I don’t disclose my mental health information to my patients.  Ever.  There have been times I’ve been tempted to over the years, but ultimately it would not be therapeutic for them.  The veil that separates nurse and patient needs to be intact in order to provide the best care possible and disclosing personal information about myself would not only be inappropriate, it would blur the boundaries that are there for a reason.  Our patients are in the hospital because they need supportive care and a firm framework to help them rebuild.  Becoming their buddy isn’t going to help them recover.  Keeping this boundary is just part of the job.

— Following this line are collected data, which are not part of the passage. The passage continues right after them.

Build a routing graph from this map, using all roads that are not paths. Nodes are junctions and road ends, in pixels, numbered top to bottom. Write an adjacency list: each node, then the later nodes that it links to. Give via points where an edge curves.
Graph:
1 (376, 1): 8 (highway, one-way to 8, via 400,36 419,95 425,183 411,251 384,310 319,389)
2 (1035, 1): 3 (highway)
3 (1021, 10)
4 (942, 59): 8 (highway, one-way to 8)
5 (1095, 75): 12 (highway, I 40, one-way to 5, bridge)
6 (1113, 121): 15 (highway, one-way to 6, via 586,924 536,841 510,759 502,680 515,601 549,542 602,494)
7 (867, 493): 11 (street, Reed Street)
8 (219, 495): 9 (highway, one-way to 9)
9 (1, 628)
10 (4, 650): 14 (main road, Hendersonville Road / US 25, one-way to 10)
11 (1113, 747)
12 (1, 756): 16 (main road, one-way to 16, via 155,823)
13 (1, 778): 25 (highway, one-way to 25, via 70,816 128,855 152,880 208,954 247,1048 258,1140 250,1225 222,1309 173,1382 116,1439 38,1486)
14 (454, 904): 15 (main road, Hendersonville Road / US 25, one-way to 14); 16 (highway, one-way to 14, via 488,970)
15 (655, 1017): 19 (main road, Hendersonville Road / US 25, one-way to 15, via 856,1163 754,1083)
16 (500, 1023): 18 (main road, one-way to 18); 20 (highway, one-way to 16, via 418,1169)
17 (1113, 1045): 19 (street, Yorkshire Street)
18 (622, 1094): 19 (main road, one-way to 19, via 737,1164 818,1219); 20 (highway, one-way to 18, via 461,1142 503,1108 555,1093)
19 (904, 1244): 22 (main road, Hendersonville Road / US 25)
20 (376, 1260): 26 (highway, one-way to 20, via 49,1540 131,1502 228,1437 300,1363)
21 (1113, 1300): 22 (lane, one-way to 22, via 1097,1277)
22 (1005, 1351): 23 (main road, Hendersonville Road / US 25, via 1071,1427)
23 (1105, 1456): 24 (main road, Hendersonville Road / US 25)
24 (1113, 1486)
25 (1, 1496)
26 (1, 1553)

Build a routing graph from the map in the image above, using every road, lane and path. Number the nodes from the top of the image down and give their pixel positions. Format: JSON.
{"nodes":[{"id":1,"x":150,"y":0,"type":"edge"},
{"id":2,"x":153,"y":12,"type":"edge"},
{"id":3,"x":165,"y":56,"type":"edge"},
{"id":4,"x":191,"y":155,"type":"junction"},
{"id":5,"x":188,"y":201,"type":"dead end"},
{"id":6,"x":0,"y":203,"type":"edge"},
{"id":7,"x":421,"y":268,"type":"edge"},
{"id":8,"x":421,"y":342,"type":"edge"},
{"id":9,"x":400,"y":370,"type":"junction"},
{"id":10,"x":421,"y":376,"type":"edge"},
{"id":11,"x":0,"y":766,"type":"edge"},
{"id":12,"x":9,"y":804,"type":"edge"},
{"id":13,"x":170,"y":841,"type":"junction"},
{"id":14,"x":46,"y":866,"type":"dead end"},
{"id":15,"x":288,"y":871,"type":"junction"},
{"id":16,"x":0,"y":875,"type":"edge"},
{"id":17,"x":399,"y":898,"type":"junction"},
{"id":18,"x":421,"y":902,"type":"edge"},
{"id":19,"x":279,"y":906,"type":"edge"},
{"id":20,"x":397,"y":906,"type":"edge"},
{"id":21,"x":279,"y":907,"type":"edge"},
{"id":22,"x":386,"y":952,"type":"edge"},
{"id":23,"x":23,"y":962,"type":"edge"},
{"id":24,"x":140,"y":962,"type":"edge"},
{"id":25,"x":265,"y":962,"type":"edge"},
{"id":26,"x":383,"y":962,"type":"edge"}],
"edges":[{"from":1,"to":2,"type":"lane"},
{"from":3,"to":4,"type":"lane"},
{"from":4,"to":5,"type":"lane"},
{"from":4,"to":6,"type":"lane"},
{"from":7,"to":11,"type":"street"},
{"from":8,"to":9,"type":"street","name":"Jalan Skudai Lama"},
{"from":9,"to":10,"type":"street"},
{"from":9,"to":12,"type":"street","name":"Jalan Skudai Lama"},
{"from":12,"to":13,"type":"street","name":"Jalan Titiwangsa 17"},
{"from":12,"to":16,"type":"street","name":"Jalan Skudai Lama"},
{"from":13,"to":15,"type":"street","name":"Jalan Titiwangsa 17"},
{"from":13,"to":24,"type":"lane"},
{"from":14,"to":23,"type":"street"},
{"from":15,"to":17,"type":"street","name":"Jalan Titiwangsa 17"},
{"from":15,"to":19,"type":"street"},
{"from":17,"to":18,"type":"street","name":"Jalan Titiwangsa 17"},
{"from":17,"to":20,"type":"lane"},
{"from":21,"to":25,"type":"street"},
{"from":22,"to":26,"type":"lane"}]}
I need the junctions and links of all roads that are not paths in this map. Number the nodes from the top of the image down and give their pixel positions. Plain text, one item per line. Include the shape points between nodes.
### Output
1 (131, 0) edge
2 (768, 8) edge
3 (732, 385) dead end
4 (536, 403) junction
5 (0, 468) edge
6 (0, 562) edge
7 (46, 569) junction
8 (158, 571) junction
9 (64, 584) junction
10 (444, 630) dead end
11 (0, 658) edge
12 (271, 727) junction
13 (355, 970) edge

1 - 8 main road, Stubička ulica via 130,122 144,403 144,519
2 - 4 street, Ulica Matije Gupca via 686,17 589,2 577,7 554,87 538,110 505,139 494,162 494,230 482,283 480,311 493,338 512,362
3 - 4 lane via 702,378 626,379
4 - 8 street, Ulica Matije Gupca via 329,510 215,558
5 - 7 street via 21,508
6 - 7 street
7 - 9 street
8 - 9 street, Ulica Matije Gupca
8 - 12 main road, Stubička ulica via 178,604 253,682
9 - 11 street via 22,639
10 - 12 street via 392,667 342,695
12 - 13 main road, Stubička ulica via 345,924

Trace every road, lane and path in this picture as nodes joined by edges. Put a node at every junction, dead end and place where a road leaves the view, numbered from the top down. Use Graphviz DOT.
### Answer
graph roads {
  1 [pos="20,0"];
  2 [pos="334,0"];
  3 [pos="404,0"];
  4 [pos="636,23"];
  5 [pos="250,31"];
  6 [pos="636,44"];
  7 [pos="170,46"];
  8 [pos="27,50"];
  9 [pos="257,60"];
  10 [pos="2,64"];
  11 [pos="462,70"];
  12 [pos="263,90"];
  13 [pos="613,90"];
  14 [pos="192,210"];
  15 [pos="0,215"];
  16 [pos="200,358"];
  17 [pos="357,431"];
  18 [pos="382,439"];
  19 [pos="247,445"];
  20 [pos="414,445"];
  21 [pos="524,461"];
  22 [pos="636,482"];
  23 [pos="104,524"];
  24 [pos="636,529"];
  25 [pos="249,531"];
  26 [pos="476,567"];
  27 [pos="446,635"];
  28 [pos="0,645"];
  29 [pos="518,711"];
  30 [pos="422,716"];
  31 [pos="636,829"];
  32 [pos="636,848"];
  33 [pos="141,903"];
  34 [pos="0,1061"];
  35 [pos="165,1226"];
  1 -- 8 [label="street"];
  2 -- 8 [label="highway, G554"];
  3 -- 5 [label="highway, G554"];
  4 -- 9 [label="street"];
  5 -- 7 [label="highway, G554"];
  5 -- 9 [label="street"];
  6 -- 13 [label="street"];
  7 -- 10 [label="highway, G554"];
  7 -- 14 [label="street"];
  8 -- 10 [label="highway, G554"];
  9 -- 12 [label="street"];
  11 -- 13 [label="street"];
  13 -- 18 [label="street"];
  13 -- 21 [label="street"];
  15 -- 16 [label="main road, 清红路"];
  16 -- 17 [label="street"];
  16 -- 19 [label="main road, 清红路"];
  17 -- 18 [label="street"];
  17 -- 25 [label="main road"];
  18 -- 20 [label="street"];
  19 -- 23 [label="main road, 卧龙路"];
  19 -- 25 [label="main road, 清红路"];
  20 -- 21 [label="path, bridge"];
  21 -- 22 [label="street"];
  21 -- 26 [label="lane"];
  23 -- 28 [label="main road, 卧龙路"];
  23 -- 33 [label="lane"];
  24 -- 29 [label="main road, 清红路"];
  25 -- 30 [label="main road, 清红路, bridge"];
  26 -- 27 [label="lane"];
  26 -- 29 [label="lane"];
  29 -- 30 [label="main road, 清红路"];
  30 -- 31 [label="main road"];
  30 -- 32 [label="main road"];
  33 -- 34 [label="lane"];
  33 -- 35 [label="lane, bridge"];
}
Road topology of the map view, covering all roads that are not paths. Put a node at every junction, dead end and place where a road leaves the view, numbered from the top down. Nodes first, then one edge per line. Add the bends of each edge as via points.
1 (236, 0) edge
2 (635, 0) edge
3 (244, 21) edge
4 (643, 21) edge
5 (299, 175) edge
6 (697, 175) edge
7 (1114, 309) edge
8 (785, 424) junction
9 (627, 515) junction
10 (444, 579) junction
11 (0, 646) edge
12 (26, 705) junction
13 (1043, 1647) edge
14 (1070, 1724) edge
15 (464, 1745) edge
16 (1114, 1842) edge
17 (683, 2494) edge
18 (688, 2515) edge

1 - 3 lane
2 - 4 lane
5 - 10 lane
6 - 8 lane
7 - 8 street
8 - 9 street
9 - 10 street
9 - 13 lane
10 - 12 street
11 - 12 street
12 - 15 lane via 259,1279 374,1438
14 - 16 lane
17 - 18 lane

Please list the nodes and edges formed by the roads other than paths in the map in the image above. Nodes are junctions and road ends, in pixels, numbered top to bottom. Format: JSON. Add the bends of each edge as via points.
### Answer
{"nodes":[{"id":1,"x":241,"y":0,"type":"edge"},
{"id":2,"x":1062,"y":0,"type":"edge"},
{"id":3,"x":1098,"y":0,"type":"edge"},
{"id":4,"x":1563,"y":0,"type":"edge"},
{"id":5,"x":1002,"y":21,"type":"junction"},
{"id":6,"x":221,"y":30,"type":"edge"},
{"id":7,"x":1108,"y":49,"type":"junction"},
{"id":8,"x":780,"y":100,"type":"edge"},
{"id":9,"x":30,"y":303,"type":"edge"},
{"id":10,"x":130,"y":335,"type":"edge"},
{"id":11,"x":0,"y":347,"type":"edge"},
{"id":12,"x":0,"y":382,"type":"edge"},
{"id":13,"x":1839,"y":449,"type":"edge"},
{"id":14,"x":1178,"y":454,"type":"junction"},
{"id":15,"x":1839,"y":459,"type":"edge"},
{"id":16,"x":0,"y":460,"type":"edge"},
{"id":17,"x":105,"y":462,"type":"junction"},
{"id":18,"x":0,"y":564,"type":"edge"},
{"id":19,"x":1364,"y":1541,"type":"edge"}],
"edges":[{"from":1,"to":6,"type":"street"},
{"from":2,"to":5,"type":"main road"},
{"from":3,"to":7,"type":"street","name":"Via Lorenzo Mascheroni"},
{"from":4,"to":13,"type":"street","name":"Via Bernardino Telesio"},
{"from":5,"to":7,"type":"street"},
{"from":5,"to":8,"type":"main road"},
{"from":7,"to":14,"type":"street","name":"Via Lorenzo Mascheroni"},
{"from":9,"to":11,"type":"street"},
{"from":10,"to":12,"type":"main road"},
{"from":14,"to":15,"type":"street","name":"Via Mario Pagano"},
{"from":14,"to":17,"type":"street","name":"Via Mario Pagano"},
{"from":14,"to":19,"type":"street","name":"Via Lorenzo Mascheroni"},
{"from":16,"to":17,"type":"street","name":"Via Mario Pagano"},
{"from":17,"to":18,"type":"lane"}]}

What spurred me to open up to everyone else was more like a slow burning ember that just kept burning until the heat became distracting.  My coworkers oftentimes laughed and shared personal stories at work and there was real comradery between them.  I usually remained silent, guarded, kept my nose in my work.  There were many times I wanted to join in the conversation, but take my naturally introverted self and mix it with a very reckless past full of debilitating mania and crippling depression and it would just about scare anybody silent.  But as time went on, and I grew more confident and comfortable around my working peers, I started feeling less scared and more like I was living a two-faced lie.  On the surface, I was calm, quiet, and very pulled together but that was only a sliver of the truth.  The other side of me, the side my family and very closest friends knew, was very different.  I began to feel the daily burden of keeping quiet about my life experiences as a heavy weight on my chest.  This is when I began thinking about just letting it all hang out and writing about who I really was underneath it all and how my bipolar disorder has both helped and hurt me in my life. 

If you’re going to disclose something deeply personal about your life, then you’d best be sure you’re at a point of unconditional self-acceptance with it.  This was a long journey for me.  I denied my bipolar disorder for well over a decade and it was only recently that I came to accept the fact I have this illness.  However, I reached a point in my life where I was able to look back at all my struggles with a clarity and wisdom that had been lacking in me for a long time.  When I saw the hardship, isolation, and grief I went through, I wanted to give to others what I never had – another person to say, “I see you.  You’re not alone.”  That’s what drives me forward.  It’s the fuel for everything I do.   Don’t forget to check your motives.  Why are you really drawn to tell others?  Is it for attention?  Validation?  Make sure you’re in it for the right reasons or your bound to end up with deep regret. 

Self-disclosure cannot be undone.  There’s no saying, “You know what – never mind.”  Even when deciding to move forward with it, I had my brief moments of panic that I had made a terrible mistake.  I published my post at night with the thought that I could delete it in the morning if I changed my mind.  But when I awoke in the middle of the night in a cold sweat and decided promptly that I had changed my mind, I was already flooded with messages of love and support.  That ended the uncertainty for me.  I knew then that I had lit a spark that might, just might, find the right person who needed to hear what I was saying.  Because in the end, this wasn’t about me, it was about you.  And I’m listening.